----- Material supplied

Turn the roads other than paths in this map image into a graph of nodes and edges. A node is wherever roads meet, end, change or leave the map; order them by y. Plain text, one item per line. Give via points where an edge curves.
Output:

----------
----- Material supplied

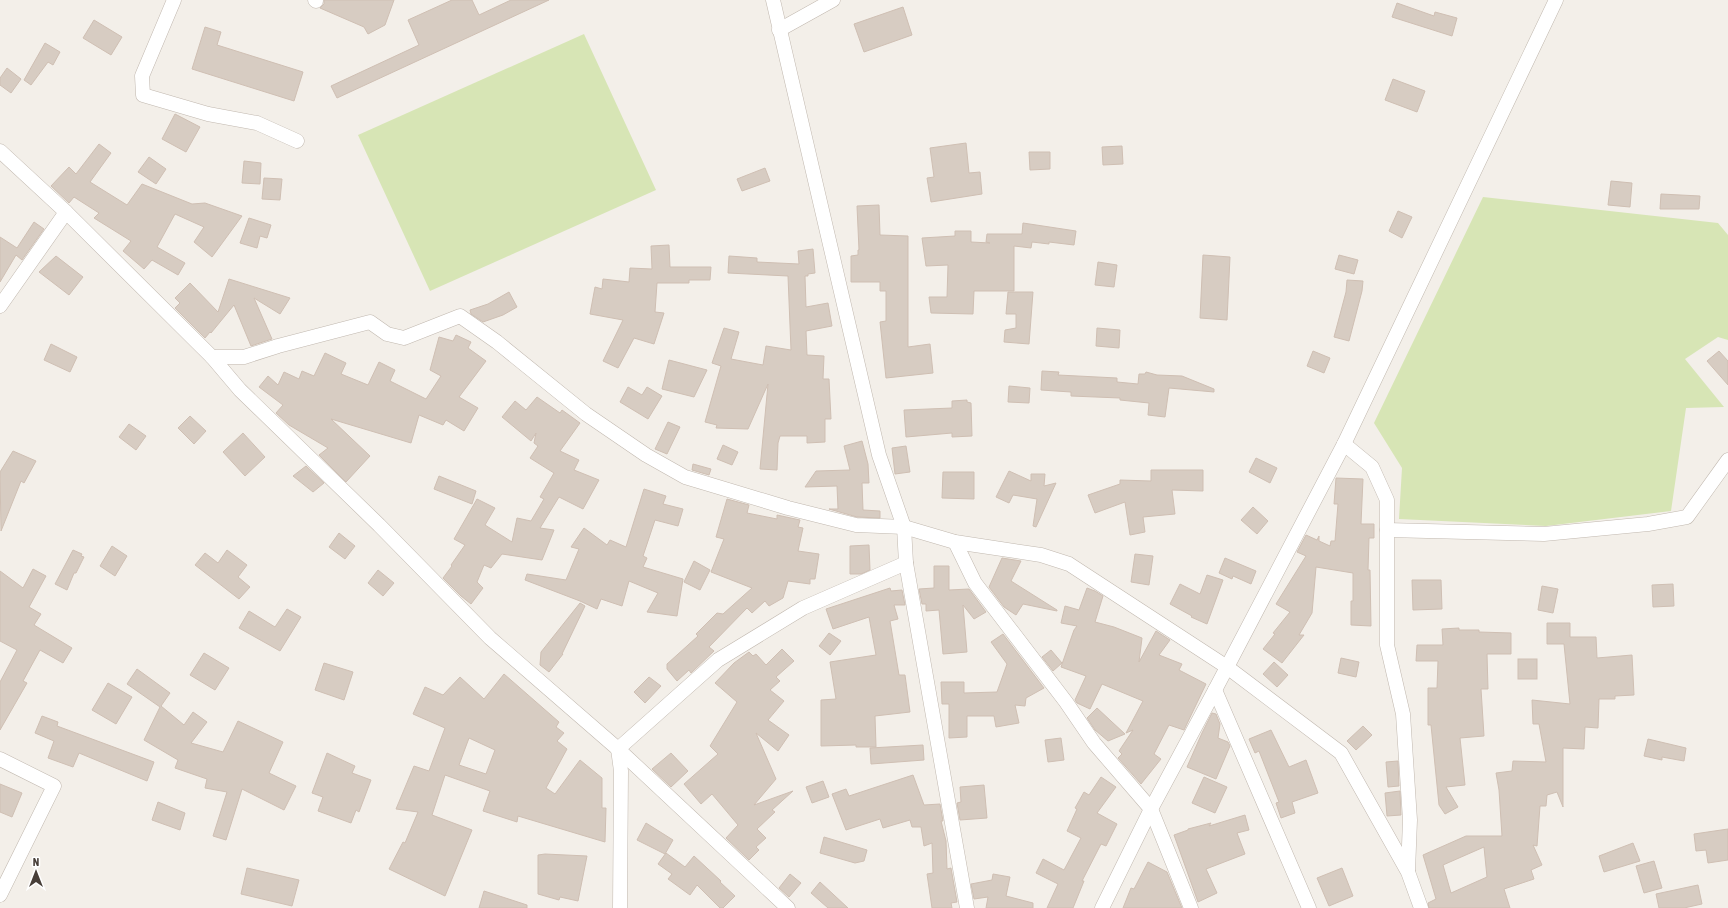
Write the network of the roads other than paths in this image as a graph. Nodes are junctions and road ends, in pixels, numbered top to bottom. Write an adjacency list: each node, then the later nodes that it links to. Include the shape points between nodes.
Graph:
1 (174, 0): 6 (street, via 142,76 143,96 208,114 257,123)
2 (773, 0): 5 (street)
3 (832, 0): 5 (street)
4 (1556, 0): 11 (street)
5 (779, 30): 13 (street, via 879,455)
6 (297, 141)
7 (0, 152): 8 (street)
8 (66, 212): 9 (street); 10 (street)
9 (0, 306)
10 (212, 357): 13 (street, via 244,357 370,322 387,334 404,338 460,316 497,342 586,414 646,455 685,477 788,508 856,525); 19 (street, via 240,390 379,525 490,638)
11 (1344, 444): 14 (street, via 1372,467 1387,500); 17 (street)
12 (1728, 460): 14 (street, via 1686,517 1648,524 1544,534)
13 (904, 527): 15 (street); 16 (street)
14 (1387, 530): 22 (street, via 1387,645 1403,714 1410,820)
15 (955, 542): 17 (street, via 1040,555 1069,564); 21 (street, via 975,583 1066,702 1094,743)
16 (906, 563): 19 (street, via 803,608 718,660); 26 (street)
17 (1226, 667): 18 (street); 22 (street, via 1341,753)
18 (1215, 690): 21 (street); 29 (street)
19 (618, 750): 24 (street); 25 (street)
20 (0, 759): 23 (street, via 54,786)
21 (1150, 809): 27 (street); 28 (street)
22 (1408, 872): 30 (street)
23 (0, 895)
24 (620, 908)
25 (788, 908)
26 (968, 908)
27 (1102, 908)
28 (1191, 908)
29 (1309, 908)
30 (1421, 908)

----------

[Action item]:
Report every line of the data in which "nodes" appears.

[Response for this exercise]:
Turn the roads other than paths in this map image into a graph of nodes and edges. A node is wherever roads meet, end, change or leave the map; order them by y. Plain text, one item per line. Give via points where an edge curves.
Write the network of the roads other than paths in this image as a graph. Nodes are junctions and road ends, in pixels, numbered top to bottom. Write an adjacency list: each node, then the later nodes that it links to. Include the shape points between nodes.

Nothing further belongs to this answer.